Qué hace que la experiencia en Casa Enriqueta sea similar a comer en casa de una abuela

Y lo que te decía, el Restaurante Casa Enriqueta es una joyita que no te puedes perder. Ubicado en Cam. Huebro, 1, 04119 Huebro, Almería, se siente un rollo familiar desde que pones un pie dentro. La decoración es sencillita pero acogedora, como el salón de tu abuela, ya sabes, con ese toque de hogar que te hace sentir cómodo al instante.

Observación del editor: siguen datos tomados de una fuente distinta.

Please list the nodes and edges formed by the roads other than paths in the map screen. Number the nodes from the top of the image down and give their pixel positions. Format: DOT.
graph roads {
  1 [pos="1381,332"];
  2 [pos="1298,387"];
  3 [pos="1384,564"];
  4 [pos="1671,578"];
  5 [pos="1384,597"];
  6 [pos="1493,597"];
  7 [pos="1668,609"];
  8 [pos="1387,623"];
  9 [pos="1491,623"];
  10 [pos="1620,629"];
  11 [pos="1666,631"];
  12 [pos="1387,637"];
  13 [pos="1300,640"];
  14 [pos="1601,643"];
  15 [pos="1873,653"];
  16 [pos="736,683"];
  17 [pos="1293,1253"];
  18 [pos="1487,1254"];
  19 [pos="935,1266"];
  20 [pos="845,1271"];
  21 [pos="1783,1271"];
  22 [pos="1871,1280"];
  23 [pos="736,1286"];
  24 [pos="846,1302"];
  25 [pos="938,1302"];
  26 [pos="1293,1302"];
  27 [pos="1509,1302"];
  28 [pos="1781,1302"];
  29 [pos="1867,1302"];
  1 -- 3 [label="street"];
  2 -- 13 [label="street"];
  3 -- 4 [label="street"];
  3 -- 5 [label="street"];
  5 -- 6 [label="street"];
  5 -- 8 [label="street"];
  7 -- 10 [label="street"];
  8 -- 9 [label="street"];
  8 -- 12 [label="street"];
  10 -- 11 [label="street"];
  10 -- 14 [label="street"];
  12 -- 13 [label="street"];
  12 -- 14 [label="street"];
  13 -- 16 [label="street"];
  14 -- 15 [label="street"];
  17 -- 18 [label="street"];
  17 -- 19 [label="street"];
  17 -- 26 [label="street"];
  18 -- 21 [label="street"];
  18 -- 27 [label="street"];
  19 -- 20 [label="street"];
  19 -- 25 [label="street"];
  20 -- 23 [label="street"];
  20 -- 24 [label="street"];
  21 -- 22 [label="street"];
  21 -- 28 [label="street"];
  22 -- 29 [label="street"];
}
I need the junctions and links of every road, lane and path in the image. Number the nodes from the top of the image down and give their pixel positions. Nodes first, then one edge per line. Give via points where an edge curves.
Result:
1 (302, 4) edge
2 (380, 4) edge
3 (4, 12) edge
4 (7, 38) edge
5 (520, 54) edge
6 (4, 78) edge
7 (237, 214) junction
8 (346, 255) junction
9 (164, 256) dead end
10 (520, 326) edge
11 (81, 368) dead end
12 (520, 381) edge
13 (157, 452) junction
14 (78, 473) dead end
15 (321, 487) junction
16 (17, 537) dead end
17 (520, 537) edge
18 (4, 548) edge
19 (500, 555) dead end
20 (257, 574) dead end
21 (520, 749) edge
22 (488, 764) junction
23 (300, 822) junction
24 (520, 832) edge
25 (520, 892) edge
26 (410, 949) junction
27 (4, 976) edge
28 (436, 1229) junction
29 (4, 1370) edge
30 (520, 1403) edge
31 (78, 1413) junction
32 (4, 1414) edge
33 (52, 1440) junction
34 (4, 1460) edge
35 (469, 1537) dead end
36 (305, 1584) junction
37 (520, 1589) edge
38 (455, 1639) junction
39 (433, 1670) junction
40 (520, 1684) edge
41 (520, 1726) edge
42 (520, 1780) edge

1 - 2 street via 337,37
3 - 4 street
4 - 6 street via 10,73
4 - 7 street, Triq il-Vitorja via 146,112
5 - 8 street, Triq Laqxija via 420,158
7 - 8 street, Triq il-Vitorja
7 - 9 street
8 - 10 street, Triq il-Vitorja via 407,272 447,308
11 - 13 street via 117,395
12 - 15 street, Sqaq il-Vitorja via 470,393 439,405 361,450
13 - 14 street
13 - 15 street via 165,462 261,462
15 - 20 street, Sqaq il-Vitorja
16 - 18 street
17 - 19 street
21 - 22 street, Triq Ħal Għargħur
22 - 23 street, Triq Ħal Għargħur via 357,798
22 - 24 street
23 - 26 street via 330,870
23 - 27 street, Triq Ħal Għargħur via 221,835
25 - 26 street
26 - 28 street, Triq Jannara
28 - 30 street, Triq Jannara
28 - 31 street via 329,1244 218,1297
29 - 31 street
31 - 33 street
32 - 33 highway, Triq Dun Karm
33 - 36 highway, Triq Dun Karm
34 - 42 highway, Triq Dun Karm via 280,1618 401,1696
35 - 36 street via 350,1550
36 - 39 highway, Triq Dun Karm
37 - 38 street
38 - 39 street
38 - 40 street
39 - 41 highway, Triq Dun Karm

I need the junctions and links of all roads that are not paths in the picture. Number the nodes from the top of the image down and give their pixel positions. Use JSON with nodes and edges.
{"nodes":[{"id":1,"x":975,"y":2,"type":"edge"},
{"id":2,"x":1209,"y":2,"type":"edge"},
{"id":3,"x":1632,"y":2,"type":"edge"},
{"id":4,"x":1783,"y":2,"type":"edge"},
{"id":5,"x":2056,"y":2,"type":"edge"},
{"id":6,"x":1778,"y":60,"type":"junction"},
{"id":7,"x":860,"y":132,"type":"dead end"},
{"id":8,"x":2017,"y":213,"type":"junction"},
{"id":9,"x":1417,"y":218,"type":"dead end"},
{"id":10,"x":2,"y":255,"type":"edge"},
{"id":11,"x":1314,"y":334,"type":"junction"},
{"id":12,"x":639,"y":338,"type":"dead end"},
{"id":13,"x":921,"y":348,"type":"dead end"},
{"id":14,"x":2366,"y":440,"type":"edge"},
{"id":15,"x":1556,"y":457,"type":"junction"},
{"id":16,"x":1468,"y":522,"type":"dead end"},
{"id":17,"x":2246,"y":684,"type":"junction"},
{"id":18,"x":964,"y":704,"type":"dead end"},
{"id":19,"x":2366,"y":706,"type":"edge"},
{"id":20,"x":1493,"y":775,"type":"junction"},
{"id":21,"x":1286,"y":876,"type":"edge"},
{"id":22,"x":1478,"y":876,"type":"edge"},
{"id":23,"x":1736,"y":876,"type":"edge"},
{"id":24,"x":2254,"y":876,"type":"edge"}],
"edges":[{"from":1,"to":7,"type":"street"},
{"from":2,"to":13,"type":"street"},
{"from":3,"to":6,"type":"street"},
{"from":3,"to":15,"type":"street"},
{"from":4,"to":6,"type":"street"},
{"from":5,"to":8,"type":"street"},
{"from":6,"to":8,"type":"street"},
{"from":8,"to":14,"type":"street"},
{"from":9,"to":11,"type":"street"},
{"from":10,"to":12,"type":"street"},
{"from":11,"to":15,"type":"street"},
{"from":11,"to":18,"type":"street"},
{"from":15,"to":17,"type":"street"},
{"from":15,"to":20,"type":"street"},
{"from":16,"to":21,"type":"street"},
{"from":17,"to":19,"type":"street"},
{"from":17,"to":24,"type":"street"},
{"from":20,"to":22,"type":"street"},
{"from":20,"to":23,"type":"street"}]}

La comida, ¡madre mía! Aquí te clavan unos platos caseros que son una maravilla. Desde un buen ajo colorao hasta un pescado fresco que te hace sentir que estás en la playa. Todo está hecho con cariño, y se nota, hermano. Además, los ingredientes son frescos, así que no hay trampa ni cartón. Las porciones son generosas, perfectas para salir rodando, porque ir a Casa Enriqueta no es solo ir a comer, es toda una experiencia.

No te olvides de lo mejor: el trato de la gente. Aquí no estás en un restaurante cualquiera, aquí te tratan como en casa. Te reciben con una sonrisa y siempre están atentos a lo que necesites. Te hacen sentir que eres parte de la familia. Es como si en cada plato te sirviesen un pedacito de amor y cuidado, algo que solo una abuela podría hacer.

Así que ya sabes, Casa Enriqueta no es solo un restaurante, es esa experiencia que te recuerda a comer en casa de tu abuela. La calidez, la comida rica y el trato cercano son lo que hacen que te sientas como en casa, en un ambiente familiar y acogedor donde puedes disfrutar y relajarte. ¡Tienes que probarlo!

Fuente: Información obtenida de la ficha oficial de Google My Business.